Stored data
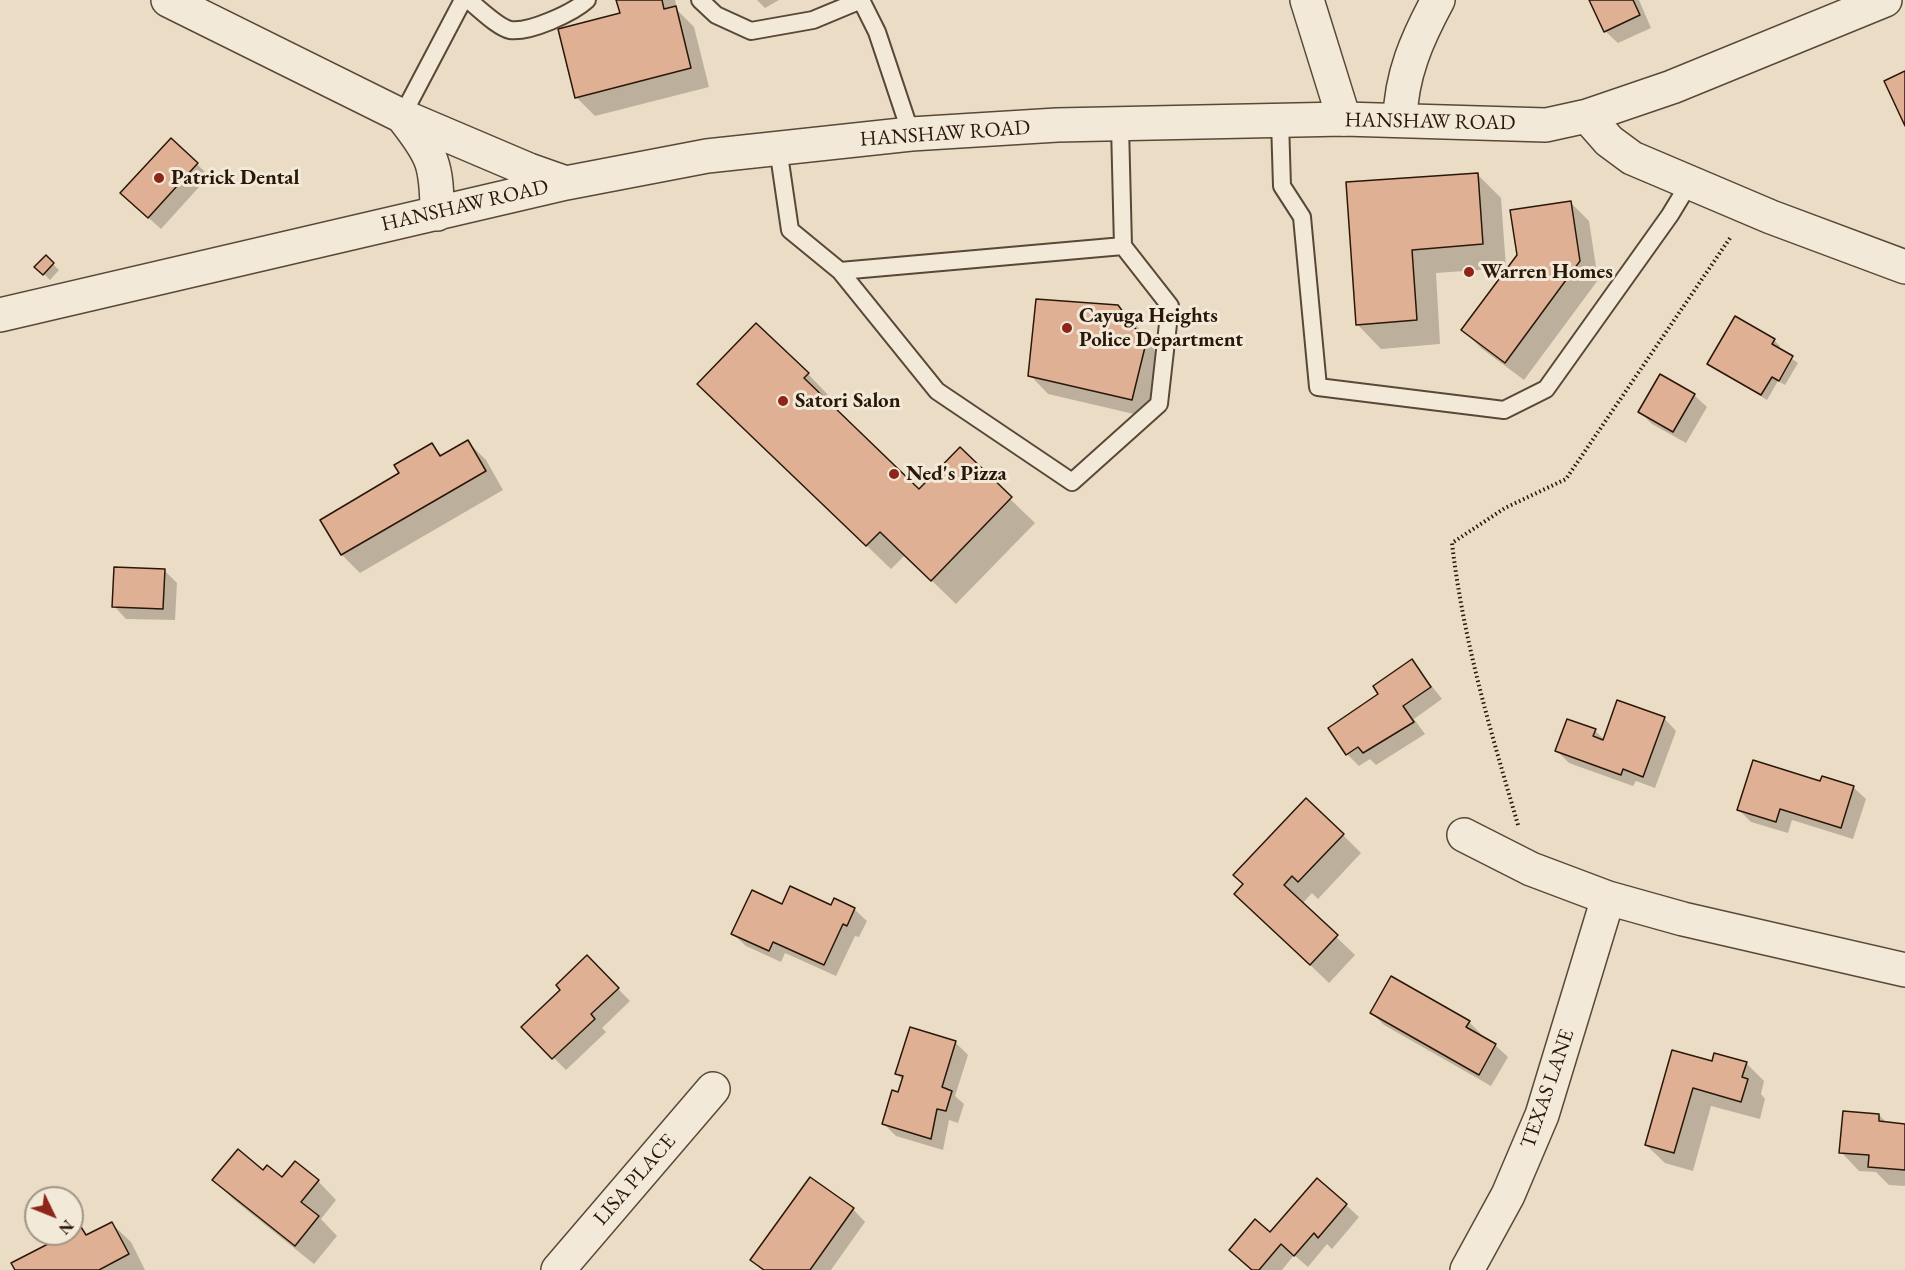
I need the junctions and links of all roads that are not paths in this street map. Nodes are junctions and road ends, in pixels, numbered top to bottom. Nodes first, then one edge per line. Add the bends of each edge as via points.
1 (168, 0) edge
2 (463, 0) edge
3 (468, 0) edge
4 (587, 0) edge
5 (700, 0) edge
6 (861, 0) edge
7 (1307, 0) edge
8 (1438, 0) edge
9 (1885, 0) edge
10 (402, 116) junction
11 (1587, 116) junction
12 (1344, 119) junction
13 (1400, 120) junction
14 (1280, 121) junction
15 (1120, 126) junction
16 (911, 134) junction
17 (778, 148) junction
18 (1690, 182) junction
19 (566, 183) junction
20 (437, 214) junction
21 (1123, 246) junction
22 (1905, 267) edge
23 (840, 271) junction
24 (0, 315) edge
25 (1464, 835) dead end
26 (1608, 898) junction
27 (1905, 970) edge
28 (713, 1089) dead end
29 (558, 1270) edge
30 (1467, 1270) edge

1 - 10 street
2 - 10 lane
3 - 4 lane via 507,30 521,30 579,7
5 - 6 lane via 716,15 751,31 813,20
6 - 16 lane via 877,32
7 - 12 street
8 - 13 street via 1409,61 1401,93
9 - 11 street, HANSHAW ROAD via 1672,87
10 - 19 street
10 - 20 street via 428,149 435,167
11 - 13 street, HANSHAW ROAD via 1546,125
11 - 18 street via 1609,141 1632,158
12 - 13 street, HANSHAW ROAD
12 - 14 street, HANSHAW ROAD
14 - 15 street, HANSHAW ROAD
14 - 18 lane via 1282,186 1302,218 1318,387 1504,410 1546,389
15 - 16 street, HANSHAW ROAD via 1057,125
15 - 21 lane
16 - 17 street, HANSHAW ROAD
17 - 19 street, HANSHAW ROAD via 707,156
17 - 23 lane via 790,230
18 - 22 street
19 - 20 street, HANSHAW ROAD
20 - 24 street, HANSHAW ROAD
21 - 23 lane
21 - 23 lane via 1170,306 1159,404 1072,482 937,390
25 - 26 street via 1531,869
26 - 27 street via 1694,922
26 - 30 street, TEXAS LANE via 1542,1115 1508,1195
28 - 29 street, LISA PLACE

▶ _Task to complete_: What is needed here is each line above set down word for word, minus the images.

▶ _Answer space_:
I need the junctions and links of all roads that are not paths in this street map. Nodes are junctions and road ends, in pixels, numbered top to bottom. Nodes first, then one edge per line. Add the bends of each edge as via points.
1 (168, 0) edge
2 (463, 0) edge
3 (468, 0) edge
4 (587, 0) edge
5 (700, 0) edge
6 (861, 0) edge
7 (1307, 0) edge
8 (1438, 0) edge
9 (1885, 0) edge
10 (402, 116) junction
11 (1587, 116) junction
12 (1344, 119) junction
13 (1400, 120) junction
14 (1280, 121) junction
15 (1120, 126) junction
16 (911, 134) junction
17 (778, 148) junction
18 (1690, 182) junction
19 (566, 183) junction
20 (437, 214) junction
21 (1123, 246) junction
22 (1905, 267) edge
23 (840, 271) junction
24 (0, 315) edge
25 (1464, 835) dead end
26 (1608, 898) junction
27 (1905, 970) edge
28 (713, 1089) dead end
29 (558, 1270) edge
30 (1467, 1270) edge

1 - 10 street
2 - 10 lane
3 - 4 lane via 507,30 521,30 579,7
5 - 6 lane via 716,15 751,31 813,20
6 - 16 lane via 877,32
7 - 12 street
8 - 13 street via 1409,61 1401,93
9 - 11 street, HANSHAW ROAD via 1672,87
10 - 19 street
10 - 20 street via 428,149 435,167
11 - 13 street, HANSHAW ROAD via 1546,125
11 - 18 street via 1609,141 1632,158
12 - 13 street, HANSHAW ROAD
12 - 14 street, HANSHAW ROAD
14 - 15 street, HANSHAW ROAD
14 - 18 lane via 1282,186 1302,218 1318,387 1504,410 1546,389
15 - 16 street, HANSHAW ROAD via 1057,125
15 - 21 lane
16 - 17 street, HANSHAW ROAD
17 - 19 street, HANSHAW ROAD via 707,156
17 - 23 lane via 790,230
18 - 22 street
19 - 20 street, HANSHAW ROAD
20 - 24 street, HANSHAW ROAD
21 - 23 lane
21 - 23 lane via 1170,306 1159,404 1072,482 937,390
25 - 26 street via 1531,869
26 - 27 street via 1694,922
26 - 30 street, TEXAS LANE via 1542,1115 1508,1195
28 - 29 street, LISA PLACE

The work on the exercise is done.